Exercise requirements
Reproduce the entries verbatim; no pictures.

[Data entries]
Content starts

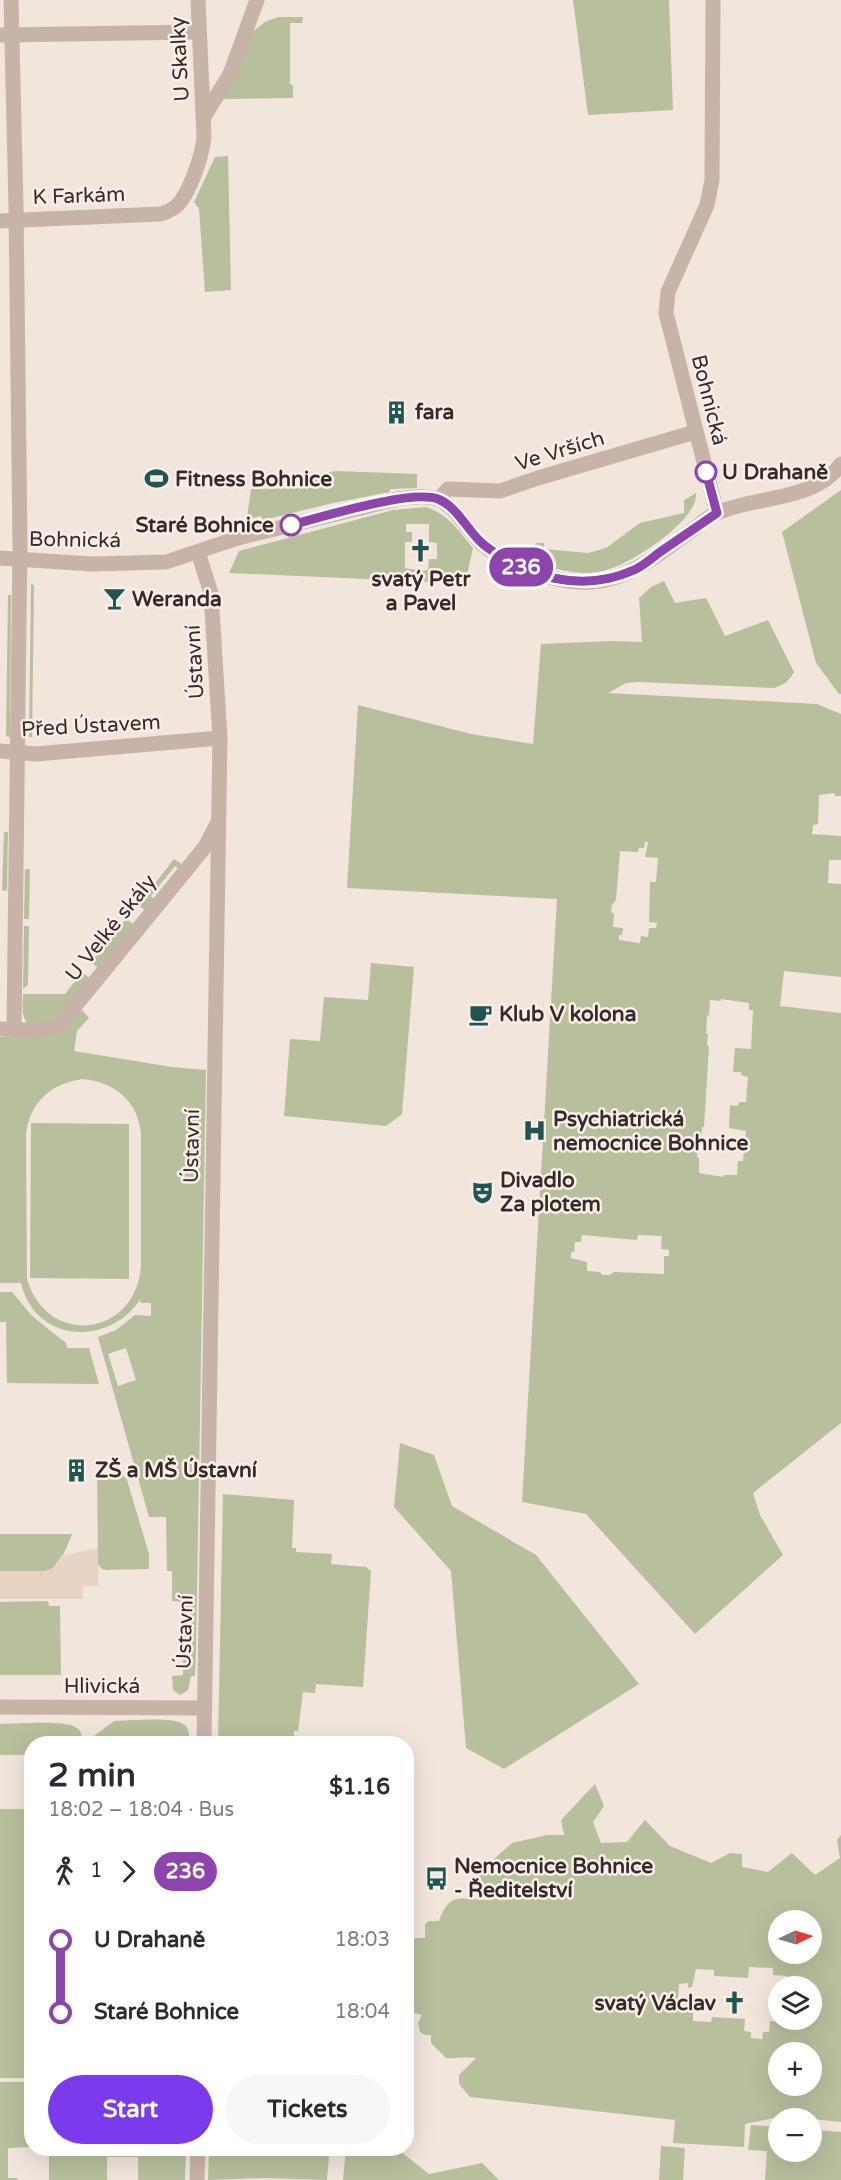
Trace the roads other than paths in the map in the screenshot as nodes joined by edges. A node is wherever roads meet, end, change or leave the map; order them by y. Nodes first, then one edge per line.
1 (11, 0) edge
2 (198, 0) edge
3 (257, 0) edge
4 (713, 0) edge
5 (199, 32) junction
6 (6, 35) edge
7 (204, 115) junction
8 (160, 214) joint
9 (0, 220) edge
10 (16, 220) junction
11 (696, 432) junction
12 (841, 464) edge
13 (439, 500) junction
14 (717, 513) junction
15 (198, 552) junction
16 (0, 558) edge
17 (20, 560) junction
18 (220, 738) junction
19 (0, 751) edge
20 (18, 753) junction
21 (220, 819) junction
22 (7, 1029) edge
23 (0, 1707) edge
24 (205, 1708) junction
25 (204, 1736) edge
26 (198, 2156) edge
27 (197, 2180) edge

1 - 6 street
2 - 5 street, U Skalky
3 - 7 street, U Skalky
4 - 11 street, Bohnická
5 - 6 street
5 - 7 street, U Skalky
6 - 10 street
7 - 8 street, U Skalky
8 - 10 street, K Farkám
9 - 10 street, K Farkám
10 - 17 street
11 - 13 street, Ve Vrších
11 - 14 street, Bohnická
12 - 14 street
13 - 14 street
13 - 15 street, Bohnická
15 - 17 street, Bohnická
15 - 18 street, Ústavní
16 - 17 street, Bohnická
17 - 20 street
18 - 20 street, Před Ústavem
18 - 21 street, Ústavní
19 - 20 street, Před Ústavem
20 - 22 street
21 - 22 street, U Velké skály
21 - 24 street, Ústavní
23 - 24 street, Hlivická
24 - 25 street, Ústavní
26 - 27 street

Content ends

Problem solution
Trace the roads other than paths in the map in the screenshot as nodes joined by edges. A node is wherever roads meet, end, change or leave the map; order them by y. Nodes first, then one edge per line.
1 (11, 0) edge
2 (198, 0) edge
3 (257, 0) edge
4 (713, 0) edge
5 (199, 32) junction
6 (6, 35) edge
7 (204, 115) junction
8 (160, 214) joint
9 (0, 220) edge
10 (16, 220) junction
11 (696, 432) junction
12 (841, 464) edge
13 (439, 500) junction
14 (717, 513) junction
15 (198, 552) junction
16 (0, 558) edge
17 (20, 560) junction
18 (220, 738) junction
19 (0, 751) edge
20 (18, 753) junction
21 (220, 819) junction
22 (7, 1029) edge
23 (0, 1707) edge
24 (205, 1708) junction
25 (204, 1736) edge
26 (198, 2156) edge
27 (197, 2180) edge

1 - 6 street
2 - 5 street, U Skalky
3 - 7 street, U Skalky
4 - 11 street, Bohnická
5 - 6 street
5 - 7 street, U Skalky
6 - 10 street
7 - 8 street, U Skalky
8 - 10 street, K Farkám
9 - 10 street, K Farkám
10 - 17 street
11 - 13 street, Ve Vrších
11 - 14 street, Bohnická
12 - 14 street
13 - 14 street
13 - 15 street, Bohnická
15 - 17 street, Bohnická
15 - 18 street, Ústavní
16 - 17 street, Bohnická
17 - 20 street
18 - 20 street, Před Ústavem
18 - 21 street, Ústavní
19 - 20 street, Před Ústavem
20 - 22 street
21 - 22 street, U Velké skály
21 - 24 street, Ústavní
23 - 24 street, Hlivická
24 - 25 street, Ústavní
26 - 27 street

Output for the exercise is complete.